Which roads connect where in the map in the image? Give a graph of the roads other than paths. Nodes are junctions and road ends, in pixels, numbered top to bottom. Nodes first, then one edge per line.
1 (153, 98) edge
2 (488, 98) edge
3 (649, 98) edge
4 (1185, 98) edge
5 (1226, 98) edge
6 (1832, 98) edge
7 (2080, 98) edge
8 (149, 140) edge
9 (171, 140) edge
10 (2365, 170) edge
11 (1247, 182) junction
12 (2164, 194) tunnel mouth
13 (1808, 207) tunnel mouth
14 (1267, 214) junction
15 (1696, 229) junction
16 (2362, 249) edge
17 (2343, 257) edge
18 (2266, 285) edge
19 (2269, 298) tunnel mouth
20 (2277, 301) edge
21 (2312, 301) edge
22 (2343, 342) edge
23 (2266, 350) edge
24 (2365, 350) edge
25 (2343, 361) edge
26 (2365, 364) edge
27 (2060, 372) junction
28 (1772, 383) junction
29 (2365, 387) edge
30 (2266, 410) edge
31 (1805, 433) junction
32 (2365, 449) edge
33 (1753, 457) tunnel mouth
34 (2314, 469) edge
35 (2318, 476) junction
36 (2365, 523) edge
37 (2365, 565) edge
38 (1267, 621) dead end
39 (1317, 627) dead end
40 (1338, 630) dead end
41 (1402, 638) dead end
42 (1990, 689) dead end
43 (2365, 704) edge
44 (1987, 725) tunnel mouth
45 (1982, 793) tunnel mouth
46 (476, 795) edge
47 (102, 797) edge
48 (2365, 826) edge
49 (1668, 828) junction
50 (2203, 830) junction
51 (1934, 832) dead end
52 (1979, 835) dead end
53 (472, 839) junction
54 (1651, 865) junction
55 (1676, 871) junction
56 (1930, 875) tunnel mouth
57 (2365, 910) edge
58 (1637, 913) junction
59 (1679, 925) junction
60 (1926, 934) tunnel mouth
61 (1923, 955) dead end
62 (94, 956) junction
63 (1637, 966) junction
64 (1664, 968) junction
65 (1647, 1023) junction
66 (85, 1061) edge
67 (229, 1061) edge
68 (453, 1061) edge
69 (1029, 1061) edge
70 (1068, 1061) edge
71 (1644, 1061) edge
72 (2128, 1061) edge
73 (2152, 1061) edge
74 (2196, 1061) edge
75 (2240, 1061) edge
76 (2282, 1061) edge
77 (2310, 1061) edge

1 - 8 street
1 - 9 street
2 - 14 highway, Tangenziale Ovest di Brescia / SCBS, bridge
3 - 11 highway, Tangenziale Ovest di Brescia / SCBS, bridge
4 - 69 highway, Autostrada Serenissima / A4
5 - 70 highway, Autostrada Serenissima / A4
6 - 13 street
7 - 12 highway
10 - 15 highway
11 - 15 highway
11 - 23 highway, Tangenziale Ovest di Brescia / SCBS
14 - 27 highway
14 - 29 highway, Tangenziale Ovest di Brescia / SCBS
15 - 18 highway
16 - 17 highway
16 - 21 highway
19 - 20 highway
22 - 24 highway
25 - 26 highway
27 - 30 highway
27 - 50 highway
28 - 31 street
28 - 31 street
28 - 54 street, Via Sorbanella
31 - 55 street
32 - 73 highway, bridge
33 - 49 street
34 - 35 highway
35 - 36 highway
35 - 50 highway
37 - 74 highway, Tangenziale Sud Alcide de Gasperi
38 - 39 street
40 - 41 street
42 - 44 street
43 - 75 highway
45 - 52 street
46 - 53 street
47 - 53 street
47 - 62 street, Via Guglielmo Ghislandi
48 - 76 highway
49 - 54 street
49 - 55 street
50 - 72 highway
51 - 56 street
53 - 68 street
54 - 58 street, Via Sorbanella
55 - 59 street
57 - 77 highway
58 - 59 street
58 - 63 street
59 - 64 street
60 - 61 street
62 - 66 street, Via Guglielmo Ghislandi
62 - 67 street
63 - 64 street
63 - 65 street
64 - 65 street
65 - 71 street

_ _ _ _

Write the records above out again, exactly as they are.

WRITTEN SOLUTION
Which roads connect where in the map in the image? Give a graph of the roads other than paths. Nodes are junctions and road ends, in pixels, numbered top to bottom. Nodes first, then one edge per line.
1 (153, 98) edge
2 (488, 98) edge
3 (649, 98) edge
4 (1185, 98) edge
5 (1226, 98) edge
6 (1832, 98) edge
7 (2080, 98) edge
8 (149, 140) edge
9 (171, 140) edge
10 (2365, 170) edge
11 (1247, 182) junction
12 (2164, 194) tunnel mouth
13 (1808, 207) tunnel mouth
14 (1267, 214) junction
15 (1696, 229) junction
16 (2362, 249) edge
17 (2343, 257) edge
18 (2266, 285) edge
19 (2269, 298) tunnel mouth
20 (2277, 301) edge
21 (2312, 301) edge
22 (2343, 342) edge
23 (2266, 350) edge
24 (2365, 350) edge
25 (2343, 361) edge
26 (2365, 364) edge
27 (2060, 372) junction
28 (1772, 383) junction
29 (2365, 387) edge
30 (2266, 410) edge
31 (1805, 433) junction
32 (2365, 449) edge
33 (1753, 457) tunnel mouth
34 (2314, 469) edge
35 (2318, 476) junction
36 (2365, 523) edge
37 (2365, 565) edge
38 (1267, 621) dead end
39 (1317, 627) dead end
40 (1338, 630) dead end
41 (1402, 638) dead end
42 (1990, 689) dead end
43 (2365, 704) edge
44 (1987, 725) tunnel mouth
45 (1982, 793) tunnel mouth
46 (476, 795) edge
47 (102, 797) edge
48 (2365, 826) edge
49 (1668, 828) junction
50 (2203, 830) junction
51 (1934, 832) dead end
52 (1979, 835) dead end
53 (472, 839) junction
54 (1651, 865) junction
55 (1676, 871) junction
56 (1930, 875) tunnel mouth
57 (2365, 910) edge
58 (1637, 913) junction
59 (1679, 925) junction
60 (1926, 934) tunnel mouth
61 (1923, 955) dead end
62 (94, 956) junction
63 (1637, 966) junction
64 (1664, 968) junction
65 (1647, 1023) junction
66 (85, 1061) edge
67 (229, 1061) edge
68 (453, 1061) edge
69 (1029, 1061) edge
70 (1068, 1061) edge
71 (1644, 1061) edge
72 (2128, 1061) edge
73 (2152, 1061) edge
74 (2196, 1061) edge
75 (2240, 1061) edge
76 (2282, 1061) edge
77 (2310, 1061) edge

1 - 8 street
1 - 9 street
2 - 14 highway, Tangenziale Ovest di Brescia / SCBS, bridge
3 - 11 highway, Tangenziale Ovest di Brescia / SCBS, bridge
4 - 69 highway, Autostrada Serenissima / A4
5 - 70 highway, Autostrada Serenissima / A4
6 - 13 street
7 - 12 highway
10 - 15 highway
11 - 15 highway
11 - 23 highway, Tangenziale Ovest di Brescia / SCBS
14 - 27 highway
14 - 29 highway, Tangenziale Ovest di Brescia / SCBS
15 - 18 highway
16 - 17 highway
16 - 21 highway
19 - 20 highway
22 - 24 highway
25 - 26 highway
27 - 30 highway
27 - 50 highway
28 - 31 street
28 - 31 street
28 - 54 street, Via Sorbanella
31 - 55 street
32 - 73 highway, bridge
33 - 49 street
34 - 35 highway
35 - 36 highway
35 - 50 highway
37 - 74 highway, Tangenziale Sud Alcide de Gasperi
38 - 39 street
40 - 41 street
42 - 44 street
43 - 75 highway
45 - 52 street
46 - 53 street
47 - 53 street
47 - 62 street, Via Guglielmo Ghislandi
48 - 76 highway
49 - 54 street
49 - 55 street
50 - 72 highway
51 - 56 street
53 - 68 street
54 - 58 street, Via Sorbanella
55 - 59 street
57 - 77 highway
58 - 59 street
58 - 63 street
59 - 64 street
60 - 61 street
62 - 66 street, Via Guglielmo Ghislandi
62 - 67 street
63 - 64 street
63 - 65 street
64 - 65 street
65 - 71 street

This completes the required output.